MATERIAL PROVIDED:
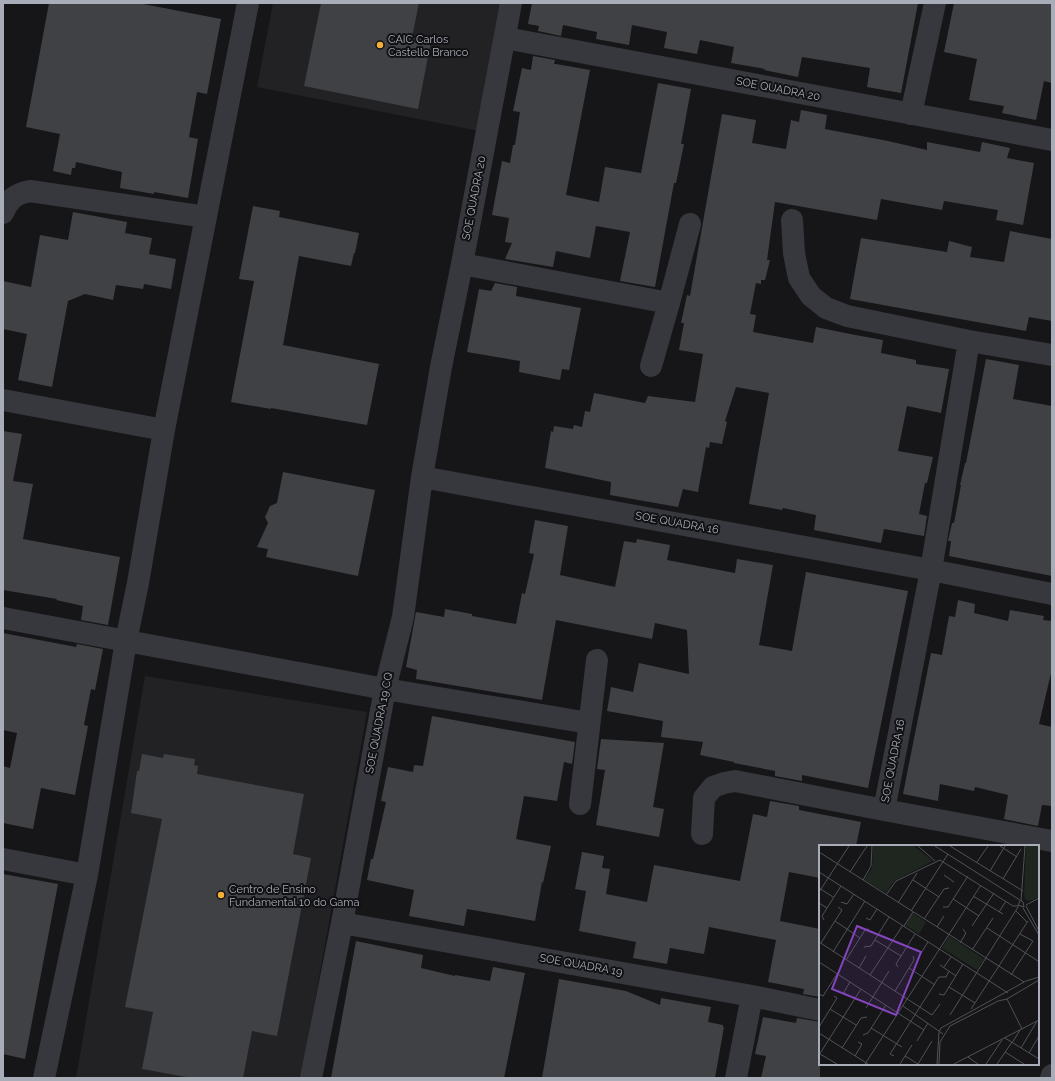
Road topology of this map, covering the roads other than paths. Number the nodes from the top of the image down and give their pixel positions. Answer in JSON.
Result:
{"nodes":[{"id":1,"x":248,"y":3,"type":"edge"},
{"id":2,"x":511,"y":3,"type":"edge"},
{"id":3,"x":935,"y":3,"type":"edge"},
{"id":4,"x":505,"y":38,"type":"junction"},
{"id":5,"x":911,"y":114,"type":"junction"},
{"id":6,"x":1052,"y":140,"type":"edge"},
{"id":7,"x":3,"y":213,"type":"edge"},
{"id":8,"x":206,"y":217,"type":"junction"},
{"id":9,"x":792,"y":220,"type":"dead end"},
{"id":10,"x":690,"y":224,"type":"dead end"},
{"id":11,"x":462,"y":264,"type":"junction"},
{"id":12,"x":669,"y":303,"type":"junction"},
{"id":13,"x":969,"y":341,"type":"junction"},
{"id":14,"x":1052,"y":355,"type":"edge"},
{"id":15,"x":651,"y":366,"type":"dead end"},
{"id":16,"x":441,"y":367,"type":"joint"},
{"id":17,"x":3,"y":400,"type":"edge"},
{"id":18,"x":164,"y":430,"type":"junction"},
{"id":19,"x":422,"y":477,"type":"junction"},
{"id":20,"x":931,"y":570,"type":"junction"},
{"id":21,"x":1052,"y":594,"type":"edge"},
{"id":22,"x":3,"y":618,"type":"edge"},
{"id":23,"x":126,"y":641,"type":"junction"},
{"id":24,"x":597,"y":660,"type":"dead end"},
{"id":25,"x":385,"y":689,"type":"junction"},
{"id":26,"x":589,"y":723,"type":"junction"},
{"id":27,"x":580,"y":804,"type":"dead end"},
{"id":28,"x":884,"y":810,"type":"junction"},
{"id":29,"x":702,"y":834,"type":"dead end"},
{"id":30,"x":1052,"y":841,"type":"edge"},
{"id":31,"x":3,"y":859,"type":"edge"},
{"id":32,"x":87,"y":875,"type":"junction"},
{"id":33,"x":342,"y":923,"type":"junction"},
{"id":34,"x":752,"y":996,"type":"junction"},
{"id":35,"x":819,"y":1010,"type":"edge"},
{"id":36,"x":1052,"y":1075,"type":"edge"},
{"id":37,"x":44,"y":1078,"type":"edge"},
{"id":38,"x":311,"y":1078,"type":"edge"},
{"id":39,"x":736,"y":1078,"type":"edge"},
{"id":40,"x":1052,"y":1078,"type":"edge"}],
"edges":[{"from":1,"to":8,"type":"street"},
{"from":2,"to":4,"type":"street","name":"SOE QUADRA 20"},
{"from":3,"to":5,"type":"street"},
{"from":4,"to":5,"type":"street","name":"SOE QUADRA 20"},
{"from":4,"to":11,"type":"street","name":"SOE QUADRA 20"},
{"from":5,"to":6,"type":"street","name":"SOE QUADRA 20"},
{"from":7,"to":8,"type":"street"},
{"from":8,"to":18,"type":"street"},
{"from":9,"to":13,"type":"street"},
{"from":10,"to":12,"type":"street"},
{"from":11,"to":12,"type":"street"},
{"from":11,"to":16,"type":"street","name":"SOE QUADRA 20"},
{"from":12,"to":15,"type":"street"},
{"from":13,"to":14,"type":"street"},
{"from":13,"to":20,"type":"street","name":"SOE QUADRA 16"},
{"from":16,"to":19,"type":"street","name":"SOE QUADRA 19 CQ"},
{"from":17,"to":18,"type":"street"},
{"from":18,"to":23,"type":"street"},
{"from":19,"to":20,"type":"street","name":"SOE QUADRA 16"},
{"from":19,"to":25,"type":"street","name":"SOE QUADRA 19 CQ"},
{"from":20,"to":21,"type":"street","name":"SOE QUADRA 16"},
{"from":20,"to":28,"type":"street","name":"SOE QUADRA 16"},
{"from":22,"to":23,"type":"street"},
{"from":23,"to":25,"type":"street"},
{"from":23,"to":32,"type":"street"},
{"from":24,"to":26,"type":"street"},
{"from":25,"to":26,"type":"street"},
{"from":25,"to":33,"type":"street","name":"SOE QUADRA 19 CQ"},
{"from":26,"to":27,"type":"street"},
{"from":28,"to":29,"type":"street","name":"SOE QUADRA 16"},
{"from":28,"to":30,"type":"street","name":"SOE QUADRA 16"},
{"from":31,"to":32,"type":"street"},
{"from":32,"to":37,"type":"street"},
{"from":33,"to":34,"type":"street","name":"SOE QUADRA 19"},
{"from":33,"to":38,"type":"street","name":"SOE QUADRA 19 CQ"},
{"from":34,"to":35,"type":"street","name":"SOE QUADRA 19"},
{"from":34,"to":39,"type":"street"},
{"from":36,"to":40,"type":"street"}]}
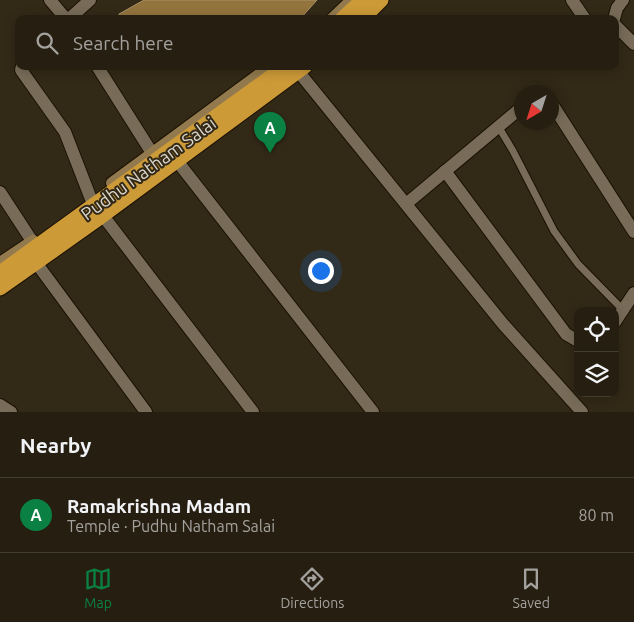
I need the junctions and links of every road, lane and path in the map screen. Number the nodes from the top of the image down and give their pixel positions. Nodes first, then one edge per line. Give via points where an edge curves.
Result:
1 (50, 0) edge
2 (90, 0) edge
3 (352, 0) edge
4 (363, 0) edge
5 (381, 0) edge
6 (389, 0) edge
7 (572, 0) edge
8 (623, 0) edge
9 (63, 15) edge
10 (72, 15) edge
11 (336, 15) edge
12 (346, 15) edge
13 (366, 15) edge
14 (375, 15) edge
15 (582, 15) edge
16 (615, 15) edge
17 (619, 29) edge
18 (634, 44) edge
19 (21, 70) edge
20 (100, 70) edge
21 (266, 70) edge
22 (280, 70) edge
23 (303, 71) edge
24 (514, 113) edge
25 (559, 115) edge
26 (498, 126) junction
27 (152, 153) junction
28 (181, 166) junction
29 (445, 172) junction
30 (0, 192) edge
31 (91, 199) junction
32 (406, 204) junction
33 (107, 221) junction
34 (634, 232) edge
35 (32, 241) junction
36 (3, 259) edge
37 (40, 268) junction
38 (0, 273) edge
39 (0, 288) edge
40 (634, 293) edge
41 (0, 296) edge
42 (624, 310) junction
43 (619, 317) edge
44 (574, 339) edge
45 (0, 405) edge
46 (11, 412) edge
47 (146, 412) edge
48 (253, 412) edge
49 (373, 412) edge
50 (582, 412) edge

1 - 9 street
2 - 10 street
3 - 11 main road
4 - 12 highway
5 - 13 highway
6 - 14 main road
7 - 15 street
8 - 16 street
17 - 18 street
19 - 31 street via 64,132
20 - 27 street
21 - 27 main road, Pudhu Natham Salai
22 - 38 highway
23 - 28 main road, Pudhu Natham Salai
23 - 32 street
23 - 39 highway
24 - 26 street
25 - 34 street
26 - 29 street
26 - 42 lane via 554,231 578,264
27 - 31 main road, Pudhu Natham Salai
28 - 33 main road, Pudhu Natham Salai
28 - 49 street
29 - 32 street
29 - 44 street via 566,334
30 - 35 street
31 - 35 main road, Pudhu Natham Salai
32 - 50 street via 503,324
33 - 37 main road, Pudhu Natham Salai
33 - 48 street
35 - 36 main road, Pudhu Natham Salai
37 - 41 main road, Pudhu Natham Salai
37 - 47 street
40 - 42 street
42 - 43 street
45 - 46 street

WHAT YOU WILL DO: Work out how many lines of the listing above include the word "their". Reply with nothing but the count.

ANSWER FOR THE TASK: 2